The Class of 2017 features over 1,400 AA graduates, including 177 expected to complete their AAs this summer. Many will continue their studies in a DSC baccalaureate degree program or smoothly transition as juniors to the University of Central Florida through DSC’s Direct Connect to UCF partnership, or other universities.
Nearly 1,400 students will have earned their AS or certificate credentials, including candidates for summer 2017 graduation.
DSC’s commencement exercises include 455 bachelor’s degree recipients, including those expected to complete their degree this summer. Among them are 282 graduates of Daytona State’s Bachelor of Applied Science in Supervision and Management degree, which the college began offering over a decade ago, and 74 graduates of the college’s Bachelor of Science in Nursing, which DSC launched in 2014.

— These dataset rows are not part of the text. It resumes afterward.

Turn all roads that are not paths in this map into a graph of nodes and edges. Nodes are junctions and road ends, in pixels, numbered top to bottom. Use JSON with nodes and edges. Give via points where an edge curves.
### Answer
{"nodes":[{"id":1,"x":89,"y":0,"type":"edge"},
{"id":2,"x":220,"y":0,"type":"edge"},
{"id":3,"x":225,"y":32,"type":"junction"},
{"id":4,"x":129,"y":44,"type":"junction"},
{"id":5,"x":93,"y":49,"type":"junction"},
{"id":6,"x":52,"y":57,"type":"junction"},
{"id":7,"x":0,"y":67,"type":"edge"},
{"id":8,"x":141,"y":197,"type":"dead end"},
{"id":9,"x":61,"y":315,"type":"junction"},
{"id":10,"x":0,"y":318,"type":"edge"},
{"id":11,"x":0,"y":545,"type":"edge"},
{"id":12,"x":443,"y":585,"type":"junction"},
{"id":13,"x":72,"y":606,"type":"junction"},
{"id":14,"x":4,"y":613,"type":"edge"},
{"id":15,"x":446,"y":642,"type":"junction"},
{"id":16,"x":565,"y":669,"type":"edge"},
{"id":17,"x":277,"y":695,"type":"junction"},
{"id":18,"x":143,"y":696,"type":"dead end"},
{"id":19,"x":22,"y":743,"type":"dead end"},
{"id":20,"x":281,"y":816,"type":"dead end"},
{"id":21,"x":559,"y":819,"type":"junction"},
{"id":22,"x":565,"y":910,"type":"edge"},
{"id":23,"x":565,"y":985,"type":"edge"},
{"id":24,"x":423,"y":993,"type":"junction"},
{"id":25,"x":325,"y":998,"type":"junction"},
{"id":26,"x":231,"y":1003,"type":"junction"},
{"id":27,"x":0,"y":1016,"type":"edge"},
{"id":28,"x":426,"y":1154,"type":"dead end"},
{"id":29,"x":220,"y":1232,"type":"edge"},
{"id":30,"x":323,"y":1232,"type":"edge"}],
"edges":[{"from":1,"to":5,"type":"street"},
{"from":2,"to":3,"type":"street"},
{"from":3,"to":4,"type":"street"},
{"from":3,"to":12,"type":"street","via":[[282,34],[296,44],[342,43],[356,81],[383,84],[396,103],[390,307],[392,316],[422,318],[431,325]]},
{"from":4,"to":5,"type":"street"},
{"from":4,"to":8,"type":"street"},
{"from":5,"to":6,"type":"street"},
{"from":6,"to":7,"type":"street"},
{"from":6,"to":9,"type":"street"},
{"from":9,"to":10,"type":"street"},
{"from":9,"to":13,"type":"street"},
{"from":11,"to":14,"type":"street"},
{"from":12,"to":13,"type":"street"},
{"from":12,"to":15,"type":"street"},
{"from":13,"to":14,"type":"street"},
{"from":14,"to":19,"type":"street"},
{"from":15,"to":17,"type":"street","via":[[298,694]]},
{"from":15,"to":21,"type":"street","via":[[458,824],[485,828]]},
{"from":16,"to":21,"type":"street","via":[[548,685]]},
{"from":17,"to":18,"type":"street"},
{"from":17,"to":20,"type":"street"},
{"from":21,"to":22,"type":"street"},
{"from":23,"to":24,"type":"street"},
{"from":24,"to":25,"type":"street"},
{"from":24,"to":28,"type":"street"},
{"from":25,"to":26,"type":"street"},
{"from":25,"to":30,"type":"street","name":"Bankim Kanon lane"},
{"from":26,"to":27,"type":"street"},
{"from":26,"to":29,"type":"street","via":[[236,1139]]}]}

This year, 1,370 students across programs are graduating with honors, including 429 with high honors, and 64 have been inducted into the international honor society Phi Theta Kappa, based on their leadership skills, scholarship and community service. An additional 24 graduates were inducted this year into Sigma Beta Delta, the highest international recognition a business student can receive at a college or university. Sixty-three Associate Degree Nursing graduates this year were inducted into the Alpha Delta Nu national honor society, and eight students were inducted into the Kappa Delta Pi international honor society for education graduates.
Forty-seven Falcons this spring were named to Who’s Who Among Students in American Junior Colleges, and 15 students were inducted into the Daytona State College Hall of Fame, the highest honor that faculty can bestow upon a student.
More than 200 veterans earned their academic credentials this year, including those who completed their programs at the end of fall semester.
Over 150 graduates are earning their AA, AS or program certificate days before they receive their high school diploma, through Daytona State’s popular dual enrollment program, which provides opportunity for high school students to earn college credits free of charge and get a head start on their college education.
And over 462 students will have earned their adult high school diploma or GED as part of the Class of 2017.
This commencement marks over 100,000 degrees and certificates awarded by the college since its founding in 1957 as Florida’s first comprehensive community college.